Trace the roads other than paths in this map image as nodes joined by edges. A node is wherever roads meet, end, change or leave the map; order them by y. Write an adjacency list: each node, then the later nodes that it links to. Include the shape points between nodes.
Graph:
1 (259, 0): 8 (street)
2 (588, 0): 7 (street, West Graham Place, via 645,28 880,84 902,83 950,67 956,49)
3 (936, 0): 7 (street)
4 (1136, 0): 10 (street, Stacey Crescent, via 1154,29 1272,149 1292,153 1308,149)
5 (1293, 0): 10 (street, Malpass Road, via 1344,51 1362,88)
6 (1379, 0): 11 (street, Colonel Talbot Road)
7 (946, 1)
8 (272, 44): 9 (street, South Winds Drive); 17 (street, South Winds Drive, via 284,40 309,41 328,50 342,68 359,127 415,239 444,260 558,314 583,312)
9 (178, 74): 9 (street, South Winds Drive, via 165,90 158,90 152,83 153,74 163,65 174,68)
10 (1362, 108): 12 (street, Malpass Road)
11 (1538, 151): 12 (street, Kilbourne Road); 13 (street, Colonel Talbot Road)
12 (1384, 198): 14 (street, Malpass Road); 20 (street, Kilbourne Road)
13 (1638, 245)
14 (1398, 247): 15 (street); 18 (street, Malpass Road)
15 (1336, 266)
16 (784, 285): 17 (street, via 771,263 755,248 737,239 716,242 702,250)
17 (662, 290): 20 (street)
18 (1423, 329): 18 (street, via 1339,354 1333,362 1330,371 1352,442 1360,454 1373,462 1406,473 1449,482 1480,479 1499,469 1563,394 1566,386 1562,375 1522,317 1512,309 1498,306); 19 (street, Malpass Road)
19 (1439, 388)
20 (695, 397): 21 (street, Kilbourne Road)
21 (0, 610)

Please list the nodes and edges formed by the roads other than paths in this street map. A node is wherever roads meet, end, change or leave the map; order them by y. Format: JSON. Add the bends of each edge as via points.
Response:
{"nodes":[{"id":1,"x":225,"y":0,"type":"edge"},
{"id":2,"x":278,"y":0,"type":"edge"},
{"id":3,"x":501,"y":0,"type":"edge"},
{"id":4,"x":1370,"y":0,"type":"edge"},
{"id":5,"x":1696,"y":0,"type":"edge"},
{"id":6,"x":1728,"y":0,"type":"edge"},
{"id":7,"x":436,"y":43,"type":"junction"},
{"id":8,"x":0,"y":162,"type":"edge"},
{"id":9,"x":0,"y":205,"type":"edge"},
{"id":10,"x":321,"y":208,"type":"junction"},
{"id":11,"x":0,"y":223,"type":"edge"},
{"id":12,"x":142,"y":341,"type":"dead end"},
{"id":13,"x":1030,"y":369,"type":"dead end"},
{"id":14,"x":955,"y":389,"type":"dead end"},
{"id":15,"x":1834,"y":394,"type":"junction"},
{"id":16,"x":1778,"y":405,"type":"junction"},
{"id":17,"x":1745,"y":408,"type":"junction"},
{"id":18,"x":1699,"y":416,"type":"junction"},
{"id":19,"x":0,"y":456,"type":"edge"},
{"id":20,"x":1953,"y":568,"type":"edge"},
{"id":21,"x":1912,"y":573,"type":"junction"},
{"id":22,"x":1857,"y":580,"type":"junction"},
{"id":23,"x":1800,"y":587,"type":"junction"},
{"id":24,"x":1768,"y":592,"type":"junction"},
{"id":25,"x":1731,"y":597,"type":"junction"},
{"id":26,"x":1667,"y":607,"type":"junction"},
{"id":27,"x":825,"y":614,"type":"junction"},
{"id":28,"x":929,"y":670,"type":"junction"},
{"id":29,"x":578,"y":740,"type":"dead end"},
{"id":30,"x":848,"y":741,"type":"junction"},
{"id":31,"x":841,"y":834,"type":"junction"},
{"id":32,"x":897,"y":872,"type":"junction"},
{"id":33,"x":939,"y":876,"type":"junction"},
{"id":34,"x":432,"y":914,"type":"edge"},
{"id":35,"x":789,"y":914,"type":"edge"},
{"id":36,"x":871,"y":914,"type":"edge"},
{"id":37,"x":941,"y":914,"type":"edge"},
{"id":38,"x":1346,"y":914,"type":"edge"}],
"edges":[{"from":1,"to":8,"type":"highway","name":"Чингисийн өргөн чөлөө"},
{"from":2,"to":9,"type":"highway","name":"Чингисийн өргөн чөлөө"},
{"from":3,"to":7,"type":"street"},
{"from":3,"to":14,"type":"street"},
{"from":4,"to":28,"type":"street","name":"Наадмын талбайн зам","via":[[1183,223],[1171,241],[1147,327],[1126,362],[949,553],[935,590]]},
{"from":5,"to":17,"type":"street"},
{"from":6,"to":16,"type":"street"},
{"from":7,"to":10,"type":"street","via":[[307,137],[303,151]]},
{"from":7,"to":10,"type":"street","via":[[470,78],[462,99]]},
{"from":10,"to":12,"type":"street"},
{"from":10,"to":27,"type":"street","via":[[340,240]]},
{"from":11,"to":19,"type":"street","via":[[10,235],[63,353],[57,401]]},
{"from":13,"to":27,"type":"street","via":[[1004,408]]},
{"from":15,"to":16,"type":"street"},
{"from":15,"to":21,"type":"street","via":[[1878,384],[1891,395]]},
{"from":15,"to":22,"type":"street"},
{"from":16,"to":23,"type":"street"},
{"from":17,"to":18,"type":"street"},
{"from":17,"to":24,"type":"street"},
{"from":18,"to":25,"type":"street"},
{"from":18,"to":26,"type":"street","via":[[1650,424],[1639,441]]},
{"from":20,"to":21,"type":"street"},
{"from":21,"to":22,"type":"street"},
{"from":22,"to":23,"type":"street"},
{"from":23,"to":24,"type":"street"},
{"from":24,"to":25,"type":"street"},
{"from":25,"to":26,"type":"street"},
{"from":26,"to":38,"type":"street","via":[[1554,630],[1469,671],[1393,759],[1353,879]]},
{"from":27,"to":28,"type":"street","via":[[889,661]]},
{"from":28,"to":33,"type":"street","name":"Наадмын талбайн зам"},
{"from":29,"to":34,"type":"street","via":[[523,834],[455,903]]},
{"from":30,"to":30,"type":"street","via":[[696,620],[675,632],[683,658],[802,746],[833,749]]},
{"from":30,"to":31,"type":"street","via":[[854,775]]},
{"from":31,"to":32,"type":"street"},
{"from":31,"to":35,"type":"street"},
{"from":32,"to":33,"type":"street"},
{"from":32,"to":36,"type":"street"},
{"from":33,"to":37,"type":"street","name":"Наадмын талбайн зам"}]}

========================================================================

* TASK *
Using the listing above, say how many of its lines include "wherever", offering nothing besides the number.

* EXPECTED OUTPUT *
2